While the rest of us went to the polls this week to vote on various tax measures, the Colorado Department of Corrections imposed, without a vote, a fee increase of more than 500 percent on families who send money to their incarcerated loved ones.
In prisons, the state pays for food, lodging and a few other basic services, but inmates are required to purchase their own toothpaste, shampoo, shaving supplies, soap, other toiletries, and over-the-counter medications from the prison commissary at regular retail prices. Inmates also must pay $5 to visit a health care professional if they’re sick or injured.
Many convicts are unable to make these commissary and medical purchases on their own, because state law caps their income at 60 cents per day. Therefore, they rely on family members to send them a few dollars each month.
Under the system that was in place until last week, a grandmother on a fixed income who wanted to deposit $25 into her incarcerated grandson’s commissary account could have gone to any post office, purchased a money order for 90 cents, and mailed it to the prison.
However, as of Tuesday, the DOC announced it “will no longer accept paper money orders sent by mail,” according to a memo the department sent to families. Instead, “all incoming deposits to inmate accounts from family members and/or friends will be required to be sent by Electronic Fund Transfer,” or EFT.

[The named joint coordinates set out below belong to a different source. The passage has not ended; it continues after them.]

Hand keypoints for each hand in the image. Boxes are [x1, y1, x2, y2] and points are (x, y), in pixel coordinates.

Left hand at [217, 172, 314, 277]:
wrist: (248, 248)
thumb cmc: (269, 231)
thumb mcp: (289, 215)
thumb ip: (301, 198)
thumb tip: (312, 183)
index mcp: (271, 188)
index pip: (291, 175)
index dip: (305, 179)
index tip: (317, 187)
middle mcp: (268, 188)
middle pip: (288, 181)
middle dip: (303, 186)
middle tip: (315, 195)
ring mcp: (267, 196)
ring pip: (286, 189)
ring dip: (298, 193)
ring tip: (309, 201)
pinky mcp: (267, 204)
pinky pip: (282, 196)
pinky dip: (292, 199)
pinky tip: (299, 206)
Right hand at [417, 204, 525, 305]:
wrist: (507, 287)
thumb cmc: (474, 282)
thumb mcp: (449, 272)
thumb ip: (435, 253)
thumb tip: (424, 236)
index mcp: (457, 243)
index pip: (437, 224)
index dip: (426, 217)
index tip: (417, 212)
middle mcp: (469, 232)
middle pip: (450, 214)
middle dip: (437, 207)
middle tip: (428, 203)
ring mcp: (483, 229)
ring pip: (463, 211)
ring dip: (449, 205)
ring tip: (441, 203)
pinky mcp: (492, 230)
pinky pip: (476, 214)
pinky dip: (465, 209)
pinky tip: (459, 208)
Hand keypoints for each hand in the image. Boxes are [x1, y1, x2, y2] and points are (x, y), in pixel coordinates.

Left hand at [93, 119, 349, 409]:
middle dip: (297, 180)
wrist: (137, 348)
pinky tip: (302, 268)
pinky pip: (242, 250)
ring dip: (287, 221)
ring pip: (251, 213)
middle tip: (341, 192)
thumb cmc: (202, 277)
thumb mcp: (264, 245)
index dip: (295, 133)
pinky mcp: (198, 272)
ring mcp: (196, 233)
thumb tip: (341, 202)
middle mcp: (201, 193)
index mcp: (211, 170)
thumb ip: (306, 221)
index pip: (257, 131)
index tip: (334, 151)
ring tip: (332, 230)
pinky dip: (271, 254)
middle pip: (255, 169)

The DOC has made a deal with JPay and Western Union so that inmates’ families can either walk into a wiring location with cash, or use their credit cards to make commissary account deposits by phone or Internet.
If Grandma walks into a JPay location (available only in Ace Cash Express Stores), she’ll have to pay $5 to send $25 to her grandson. If she makes the deposit online, the charge will be $5.95, and by phone it’s $6.95.
If Grandma uses Western Union (with outlets in most King Soopers and Safe- way grocery stores), the fees are even higher. If she makes the transaction during her regular shopping trip, she’ll pay $7.95 to send $25. Online, the charge will be $9.95, and by phone it will be $11.95.
I don’t blame JPay or Western Union for their rates, because they’re for-profit enterprises, and consumers can choose to use them or not. If you’re desperate to send or receive money within hours, wire services are quite useful. However, if you deposit money into someone’s account on a regular basis (e.g., a student in college or an inmate in a prison), wiring it every month would be foolish because the fees are so high.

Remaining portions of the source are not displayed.